Task details: Search each line below for the word "nodes" and list those that contain it.

== Given data

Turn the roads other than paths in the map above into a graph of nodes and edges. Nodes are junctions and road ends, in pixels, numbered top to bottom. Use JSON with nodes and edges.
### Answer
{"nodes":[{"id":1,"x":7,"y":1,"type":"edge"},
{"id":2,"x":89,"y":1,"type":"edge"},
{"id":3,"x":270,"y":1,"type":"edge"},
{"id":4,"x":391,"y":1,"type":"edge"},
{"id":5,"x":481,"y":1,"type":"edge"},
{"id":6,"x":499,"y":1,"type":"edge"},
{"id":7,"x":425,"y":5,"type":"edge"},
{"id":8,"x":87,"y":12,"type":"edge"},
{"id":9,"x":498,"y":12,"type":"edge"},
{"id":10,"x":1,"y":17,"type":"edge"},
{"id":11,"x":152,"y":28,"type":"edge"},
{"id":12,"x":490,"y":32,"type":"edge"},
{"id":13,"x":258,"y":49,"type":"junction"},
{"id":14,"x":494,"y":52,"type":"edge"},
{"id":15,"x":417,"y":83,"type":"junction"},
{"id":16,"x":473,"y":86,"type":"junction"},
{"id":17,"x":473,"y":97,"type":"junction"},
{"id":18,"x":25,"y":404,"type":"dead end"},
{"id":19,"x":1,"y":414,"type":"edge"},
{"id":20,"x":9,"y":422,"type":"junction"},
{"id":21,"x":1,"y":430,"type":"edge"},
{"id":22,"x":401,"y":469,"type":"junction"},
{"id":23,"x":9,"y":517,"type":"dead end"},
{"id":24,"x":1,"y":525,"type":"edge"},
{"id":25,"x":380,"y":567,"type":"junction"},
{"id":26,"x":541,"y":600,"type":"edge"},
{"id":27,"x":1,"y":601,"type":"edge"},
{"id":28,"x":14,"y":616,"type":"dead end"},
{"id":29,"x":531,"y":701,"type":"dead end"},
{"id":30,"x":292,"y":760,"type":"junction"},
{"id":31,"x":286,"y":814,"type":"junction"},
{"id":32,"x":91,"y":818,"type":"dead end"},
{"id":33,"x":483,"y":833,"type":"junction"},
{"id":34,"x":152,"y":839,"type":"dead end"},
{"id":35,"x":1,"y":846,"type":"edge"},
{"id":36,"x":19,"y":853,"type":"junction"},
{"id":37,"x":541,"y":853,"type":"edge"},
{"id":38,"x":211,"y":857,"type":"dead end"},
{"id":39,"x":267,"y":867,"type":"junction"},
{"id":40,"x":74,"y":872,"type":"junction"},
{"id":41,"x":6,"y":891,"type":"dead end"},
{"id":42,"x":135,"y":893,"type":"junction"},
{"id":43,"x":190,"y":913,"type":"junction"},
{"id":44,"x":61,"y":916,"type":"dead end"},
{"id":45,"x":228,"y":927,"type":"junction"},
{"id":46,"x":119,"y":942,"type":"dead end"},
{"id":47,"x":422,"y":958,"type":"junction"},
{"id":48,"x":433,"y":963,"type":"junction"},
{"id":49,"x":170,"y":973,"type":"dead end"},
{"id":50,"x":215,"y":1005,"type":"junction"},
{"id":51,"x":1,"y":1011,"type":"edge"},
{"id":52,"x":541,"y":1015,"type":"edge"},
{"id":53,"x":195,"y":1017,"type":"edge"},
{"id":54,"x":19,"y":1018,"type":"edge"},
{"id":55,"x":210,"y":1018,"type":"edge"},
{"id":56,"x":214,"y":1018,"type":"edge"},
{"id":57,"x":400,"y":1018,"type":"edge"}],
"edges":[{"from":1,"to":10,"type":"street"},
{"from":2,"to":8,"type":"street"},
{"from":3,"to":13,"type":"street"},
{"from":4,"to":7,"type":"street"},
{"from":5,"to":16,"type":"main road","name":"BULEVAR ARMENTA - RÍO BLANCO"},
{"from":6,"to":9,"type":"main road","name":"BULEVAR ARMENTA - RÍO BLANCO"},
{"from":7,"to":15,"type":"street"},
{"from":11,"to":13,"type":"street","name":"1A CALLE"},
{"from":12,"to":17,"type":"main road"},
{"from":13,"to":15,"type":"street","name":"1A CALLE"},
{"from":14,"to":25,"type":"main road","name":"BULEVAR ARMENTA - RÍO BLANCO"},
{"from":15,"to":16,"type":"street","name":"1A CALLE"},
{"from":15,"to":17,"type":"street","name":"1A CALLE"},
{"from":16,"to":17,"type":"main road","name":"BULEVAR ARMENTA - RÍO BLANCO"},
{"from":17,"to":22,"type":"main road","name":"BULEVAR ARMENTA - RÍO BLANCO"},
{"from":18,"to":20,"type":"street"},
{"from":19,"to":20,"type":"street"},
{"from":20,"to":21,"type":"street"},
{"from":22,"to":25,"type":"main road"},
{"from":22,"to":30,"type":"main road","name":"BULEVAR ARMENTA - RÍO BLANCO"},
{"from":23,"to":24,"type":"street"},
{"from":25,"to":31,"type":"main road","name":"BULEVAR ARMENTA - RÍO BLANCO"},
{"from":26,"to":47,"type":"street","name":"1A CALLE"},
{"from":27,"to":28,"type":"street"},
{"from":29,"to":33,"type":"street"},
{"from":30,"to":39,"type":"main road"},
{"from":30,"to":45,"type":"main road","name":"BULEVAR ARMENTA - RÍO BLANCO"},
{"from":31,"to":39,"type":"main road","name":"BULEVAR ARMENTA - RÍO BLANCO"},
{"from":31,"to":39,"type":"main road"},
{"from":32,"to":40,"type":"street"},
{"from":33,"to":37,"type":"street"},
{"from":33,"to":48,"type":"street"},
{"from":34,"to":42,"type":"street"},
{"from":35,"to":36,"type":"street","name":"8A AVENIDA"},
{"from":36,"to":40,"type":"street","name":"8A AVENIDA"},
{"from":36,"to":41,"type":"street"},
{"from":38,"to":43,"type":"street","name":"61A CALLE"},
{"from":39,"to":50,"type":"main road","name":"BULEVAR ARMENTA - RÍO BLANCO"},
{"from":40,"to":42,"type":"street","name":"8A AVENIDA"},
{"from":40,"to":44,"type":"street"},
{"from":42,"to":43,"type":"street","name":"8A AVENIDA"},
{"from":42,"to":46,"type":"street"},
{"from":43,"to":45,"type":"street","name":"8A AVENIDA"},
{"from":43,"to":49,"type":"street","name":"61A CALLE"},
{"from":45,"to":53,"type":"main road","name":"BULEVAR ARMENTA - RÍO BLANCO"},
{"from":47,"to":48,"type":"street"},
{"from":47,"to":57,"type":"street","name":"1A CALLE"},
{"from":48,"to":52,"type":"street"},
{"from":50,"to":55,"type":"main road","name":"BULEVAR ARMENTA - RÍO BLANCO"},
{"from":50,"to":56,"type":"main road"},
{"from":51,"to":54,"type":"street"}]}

====

Result for this task:
Turn the roads other than paths in the map above into a graph of nodes and edges. Nodes are junctions and road ends, in pixels, numbered top to bottom. Use JSON with nodes and edges.
{"nodes":[{"id":1,"x":7,"y":1,"type":"edge"},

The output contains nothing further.